*Data excerpts*.
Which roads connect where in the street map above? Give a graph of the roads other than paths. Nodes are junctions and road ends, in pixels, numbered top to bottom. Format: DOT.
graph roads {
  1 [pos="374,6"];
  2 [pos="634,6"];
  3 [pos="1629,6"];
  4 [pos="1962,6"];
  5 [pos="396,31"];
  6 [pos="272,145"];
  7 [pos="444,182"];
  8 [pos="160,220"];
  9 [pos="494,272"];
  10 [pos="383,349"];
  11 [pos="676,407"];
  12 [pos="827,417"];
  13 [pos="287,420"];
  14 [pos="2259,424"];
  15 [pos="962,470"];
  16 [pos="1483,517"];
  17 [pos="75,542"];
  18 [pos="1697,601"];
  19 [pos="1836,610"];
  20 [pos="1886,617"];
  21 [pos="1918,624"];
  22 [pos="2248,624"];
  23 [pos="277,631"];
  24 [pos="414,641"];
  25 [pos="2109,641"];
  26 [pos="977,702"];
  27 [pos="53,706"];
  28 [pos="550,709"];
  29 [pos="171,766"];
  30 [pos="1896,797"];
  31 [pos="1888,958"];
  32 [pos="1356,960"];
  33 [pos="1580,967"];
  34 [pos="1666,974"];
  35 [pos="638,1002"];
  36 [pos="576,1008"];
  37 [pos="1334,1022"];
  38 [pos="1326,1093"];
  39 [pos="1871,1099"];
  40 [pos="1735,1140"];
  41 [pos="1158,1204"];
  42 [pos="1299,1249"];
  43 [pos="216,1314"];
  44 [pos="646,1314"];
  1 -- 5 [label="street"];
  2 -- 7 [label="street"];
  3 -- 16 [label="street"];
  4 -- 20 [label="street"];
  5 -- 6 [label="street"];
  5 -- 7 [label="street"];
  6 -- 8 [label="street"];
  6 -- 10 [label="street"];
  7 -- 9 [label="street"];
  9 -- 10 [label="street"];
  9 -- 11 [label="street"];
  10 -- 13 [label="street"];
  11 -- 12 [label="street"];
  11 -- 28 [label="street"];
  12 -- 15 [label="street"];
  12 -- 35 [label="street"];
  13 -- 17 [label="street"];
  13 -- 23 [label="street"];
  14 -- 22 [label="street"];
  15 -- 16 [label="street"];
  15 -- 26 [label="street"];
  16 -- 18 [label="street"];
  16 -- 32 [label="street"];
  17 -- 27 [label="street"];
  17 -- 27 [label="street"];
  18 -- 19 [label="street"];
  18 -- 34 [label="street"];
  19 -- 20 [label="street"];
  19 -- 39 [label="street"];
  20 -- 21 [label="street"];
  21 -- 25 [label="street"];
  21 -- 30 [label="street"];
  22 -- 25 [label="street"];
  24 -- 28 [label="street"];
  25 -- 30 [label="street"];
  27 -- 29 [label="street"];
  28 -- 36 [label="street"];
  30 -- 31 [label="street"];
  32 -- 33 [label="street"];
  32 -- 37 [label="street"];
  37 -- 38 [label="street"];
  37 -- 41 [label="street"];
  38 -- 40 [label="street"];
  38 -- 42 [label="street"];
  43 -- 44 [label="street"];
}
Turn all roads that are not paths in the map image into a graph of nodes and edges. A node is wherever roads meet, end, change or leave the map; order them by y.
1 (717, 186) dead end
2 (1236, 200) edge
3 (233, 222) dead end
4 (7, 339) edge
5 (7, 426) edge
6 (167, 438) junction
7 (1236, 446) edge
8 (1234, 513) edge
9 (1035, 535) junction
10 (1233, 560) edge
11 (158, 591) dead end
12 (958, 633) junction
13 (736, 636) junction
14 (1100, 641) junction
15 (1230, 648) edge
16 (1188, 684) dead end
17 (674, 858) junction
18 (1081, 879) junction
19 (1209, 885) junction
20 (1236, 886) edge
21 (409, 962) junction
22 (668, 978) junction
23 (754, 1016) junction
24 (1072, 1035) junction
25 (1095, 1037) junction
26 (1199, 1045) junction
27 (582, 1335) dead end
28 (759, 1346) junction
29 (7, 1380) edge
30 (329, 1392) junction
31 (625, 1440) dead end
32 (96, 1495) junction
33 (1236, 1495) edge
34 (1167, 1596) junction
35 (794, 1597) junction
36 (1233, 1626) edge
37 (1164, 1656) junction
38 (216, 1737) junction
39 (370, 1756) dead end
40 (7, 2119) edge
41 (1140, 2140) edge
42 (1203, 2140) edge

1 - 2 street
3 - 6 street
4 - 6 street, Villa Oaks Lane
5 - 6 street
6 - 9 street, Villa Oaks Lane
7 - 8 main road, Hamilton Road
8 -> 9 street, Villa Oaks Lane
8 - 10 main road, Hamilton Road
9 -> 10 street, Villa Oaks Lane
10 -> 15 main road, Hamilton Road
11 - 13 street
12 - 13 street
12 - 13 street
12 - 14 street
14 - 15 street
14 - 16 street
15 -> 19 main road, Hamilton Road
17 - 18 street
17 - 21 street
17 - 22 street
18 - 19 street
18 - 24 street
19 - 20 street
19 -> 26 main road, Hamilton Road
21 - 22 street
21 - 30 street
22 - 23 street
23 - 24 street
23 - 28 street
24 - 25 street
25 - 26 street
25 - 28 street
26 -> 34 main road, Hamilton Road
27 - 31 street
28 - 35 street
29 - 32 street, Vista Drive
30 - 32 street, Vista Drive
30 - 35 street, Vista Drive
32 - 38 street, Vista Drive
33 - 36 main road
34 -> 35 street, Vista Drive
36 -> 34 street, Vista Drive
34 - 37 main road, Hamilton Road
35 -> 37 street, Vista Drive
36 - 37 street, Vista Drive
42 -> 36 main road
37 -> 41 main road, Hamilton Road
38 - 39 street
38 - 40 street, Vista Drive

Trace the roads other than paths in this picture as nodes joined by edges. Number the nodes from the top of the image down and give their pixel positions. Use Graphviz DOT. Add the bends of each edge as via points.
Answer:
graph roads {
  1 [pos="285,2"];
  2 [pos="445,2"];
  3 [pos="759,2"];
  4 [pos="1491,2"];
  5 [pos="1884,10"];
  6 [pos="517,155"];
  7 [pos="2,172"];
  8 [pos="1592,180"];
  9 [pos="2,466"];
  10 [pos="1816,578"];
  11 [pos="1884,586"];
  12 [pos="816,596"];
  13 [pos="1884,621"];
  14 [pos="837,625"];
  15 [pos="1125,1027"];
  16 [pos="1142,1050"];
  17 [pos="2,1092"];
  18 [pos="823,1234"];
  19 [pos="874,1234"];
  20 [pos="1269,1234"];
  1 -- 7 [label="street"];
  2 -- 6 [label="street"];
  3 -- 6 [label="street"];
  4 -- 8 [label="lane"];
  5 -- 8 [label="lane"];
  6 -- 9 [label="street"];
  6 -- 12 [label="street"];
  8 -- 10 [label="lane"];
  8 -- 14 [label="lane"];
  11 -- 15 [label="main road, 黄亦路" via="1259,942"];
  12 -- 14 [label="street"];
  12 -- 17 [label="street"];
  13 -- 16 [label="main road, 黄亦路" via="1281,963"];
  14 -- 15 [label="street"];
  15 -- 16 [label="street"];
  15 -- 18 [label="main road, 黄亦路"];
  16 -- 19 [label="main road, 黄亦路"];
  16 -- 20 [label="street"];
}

*What you need to do*.
For the string "paths", filter the data and copy out each line where it occurs.

*Exercise solution*.
Which roads connect where in the street map above? Give a graph of the roads other than paths. Nodes are junctions and road ends, in pixels, numbered top to bottom. Format: DOT.
Turn all roads that are not paths in the map image into a graph of nodes and edges. A node is wherever roads meet, end, change or leave the map; order them by y.
Trace the roads other than paths in this picture as nodes joined by edges. Number the nodes from the top of the image down and give their pixel positions. Use Graphviz DOT. Add the bends of each edge as via points.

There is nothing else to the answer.